All I’m saying is that a legend might’ve been helpful.

Part One? Or Part Half?

The final key point of Rogue Incursion I’ve yet to talk about is the story. I’ll begin by saying I’m not familiar with Zula, who I recently learned is an existing character from an Alien comic book series, Aliens: Defiance, Aliens: Rescue and Aliens: Resistance.

So this was my first real introduction to her character, an ex-Colonial Marine who’s seen her fair share of X-Rays already, and is no stranger to them when you first put one down.

Then there’s also Davis, her synthetic companion, who is fiercely loyal to Zula, aiding her on this journey to save someone she owes a life debt to, Ben Carver.

It’s a fair enough premise for why anyone would fly to a backwater planet in a sci-fi series, but I struggled to connect with their plight. I won’t spoil things, but after an early point in the story, I questioned why I should be invested in either of them. Their characters just lacked an immediate connection point for me, and it was difficult for me to care about them most of the journey.

What was more interesting was all the emails written to and from the employees at the station on Purdan. I loved reading those, and wanted to learn more about what the station was doing. The audio logs scattered throughout were a big highlight in the narrative as well.

My consolation is the fact that there will be a Part Two, enough if developer Survios did fumble the announcement of it. That fumbling is really the only thing that is making players curious as to whether or not Rogue Incursion was actually cut in half.

The way Survios puts it, Part Two came about as naturally as any other sequel, and I don’t doubt that, I just hope it elevates the foundation that has been laid in Part One. By the end of it I did find myself liking Zula and Davis, even if they still weren’t as interesting as what I was reading, and I did like the cliffhanger it leaves you on.

I feel like Part Two has the potential to be the much-better-sequel to Part One’s sometimes-entertaining, mostly flawed start.

Not Exactly The Perfect Alien Game

Right when I started playing Rogue Incursion, I saw there was a lot that an Alien fan like myself could love. The data pad you carry with you that acts as your map, inventory, intel and objective tracker, and how you interact with it, and how you use every terminal felt like it walked the right line of retro-futurism that’s a staple in the series.

Same goes for how you select your tools, grabbing holograms of them out of the air, and all the things you use them for, like cutting through welded doors or re-routing power at multiple junctions.

The look of the station, even with it not being a Weyland-Yutani operation, felt exactly in-universe. And especially in the early hours of the game, when you’re just getting used to fighting off Xenomorphs, they’re terrifying every time you face them.

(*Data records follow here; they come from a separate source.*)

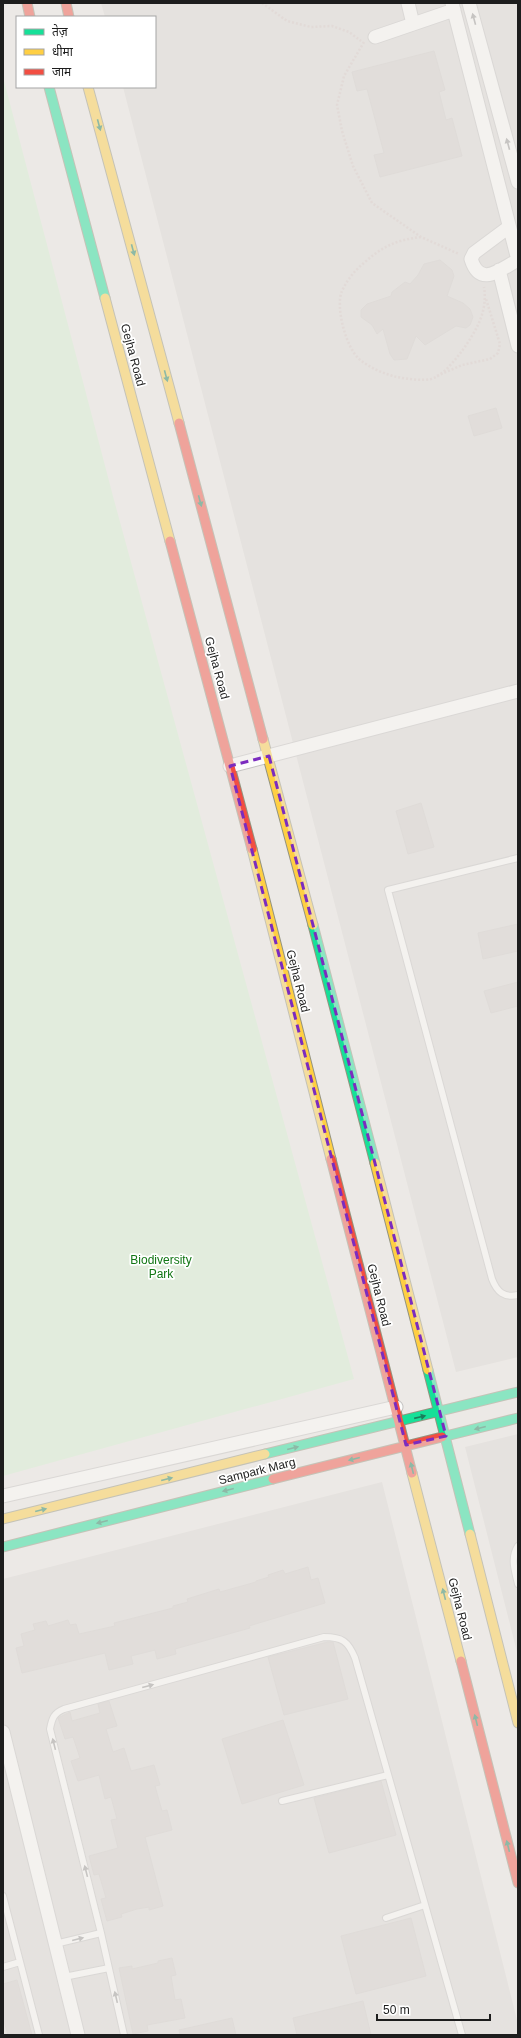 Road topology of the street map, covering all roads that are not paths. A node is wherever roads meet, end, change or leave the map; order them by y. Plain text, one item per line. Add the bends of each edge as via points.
1 (26, 3) edge
2 (66, 3) edge
3 (408, 3) edge
4 (469, 3) edge
5 (453, 7) edge
6 (30, 16) edge
7 (70, 16) edge
8 (413, 24) junction
9 (369, 40) road end
10 (49, 88) edge
11 (88, 88) edge
12 (518, 182) edge
13 (509, 227) junction
14 (518, 260) edge
15 (499, 270) junction
16 (518, 346) edge
17 (518, 691) edge
18 (269, 756) junction
19 (230, 766) junction
20 (518, 858) edge
21 (518, 1294) edge
22 (518, 1392) edge
23 (396, 1406) junction
24 (441, 1413) junction
25 (518, 1418) edge
26 (400, 1422) junction
27 (446, 1436) junction
28 (406, 1445) junction
29 (3, 1496) edge
30 (3, 1519) edge
31 (518, 1546) edge
32 (3, 1547) edge
33 (518, 1584) edge
34 (518, 1723) edge
35 (3, 1732) edge
36 (388, 1775) junction
37 (282, 1801) dead end
38 (518, 1883) edge
39 (3, 1896) edge
40 (425, 1905) junction
41 (386, 1918) dead end
42 (101, 1933) junction
43 (55, 1944) junction
44 (20, 1962) junction
45 (3, 1967) edge
46 (109, 1968) junction
47 (63, 1977) junction
48 (39, 2035) edge
49 (78, 2035) edge
50 (124, 2035) edge
51 (462, 2035) edge

1 - 6 street
2 - 7 street
3 - 8 street
12 -> 4 street
5 - 8 street
5 - 13 street
8 - 9 street
10 - 19 street, Gejha Road
11 -> 18 street
13 - 14 street
13 - 15 street via 474,253 471,259 478,273 483,276
14 - 15 street
15 - 16 street
17 - 18 street
18 - 19 street
18 - 24 street
19 - 23 street, Gejha Road
20 - 21 lane via 388,890 492,1279 500,1293
22 - 24 street, Sampark Marg
23 - 26 street, Gejha Road
23 - 29 street
26 -> 24 street, Sampark Marg
24 - 27 street
25 -> 27 street, Sampark Marg
26 - 28 street, Gejha Road
30 -> 26 street, Sampark Marg
27 - 28 street, Sampark Marg
27 - 34 street
28 -> 32 street, Sampark Marg
38 -> 28 street, Gejha Road
31 - 33 lane via 513,1562
35 - 43 street
36 - 37 lane
36 - 40 lane
42 -> 36 lane via 50,1729 56,1712 324,1637 336,1637 351,1648 355,1658
39 - 44 lane
40 - 41 lane
40 - 51 lane
43 -> 42 lane
42 - 46 lane
43 - 47 street
44 - 45 lane
44 - 48 lane
46 - 47 lane
50 -> 46 lane
47 - 49 street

I also feel like I need to stress how cool the Xenomorph Nest sections are, compared to how much more tense they feel than the rest of the game, and the station’s mostly same-y look.

All together, Alien: Rogue Incursion is a game that can really sing at times, but those moments are fewer and farther between than I would’ve liked. I hope Part Two’s chorus is even stronger.

Alien: Rogue Incursion is now available on PS5 and PS VR2.

Review code generously provided by the publisher.

Score

7

The Final Word

Alien: Rogue Incursion has a lot for Alien fans to love and appreciate, with surprises that'll truly delight fans the way they delighted me. But repetitive gameplay that doesn't really evolve dulls down the tension and scare-factor significantly by the time you're wrapping up this initial part of the story, and far too much jank pulls you out of the atmosphere that is working overtime to immerse you in the Alien universe. And yet, for Alien fans, it's one of the better games to come since Isolation, but it's not the new number one.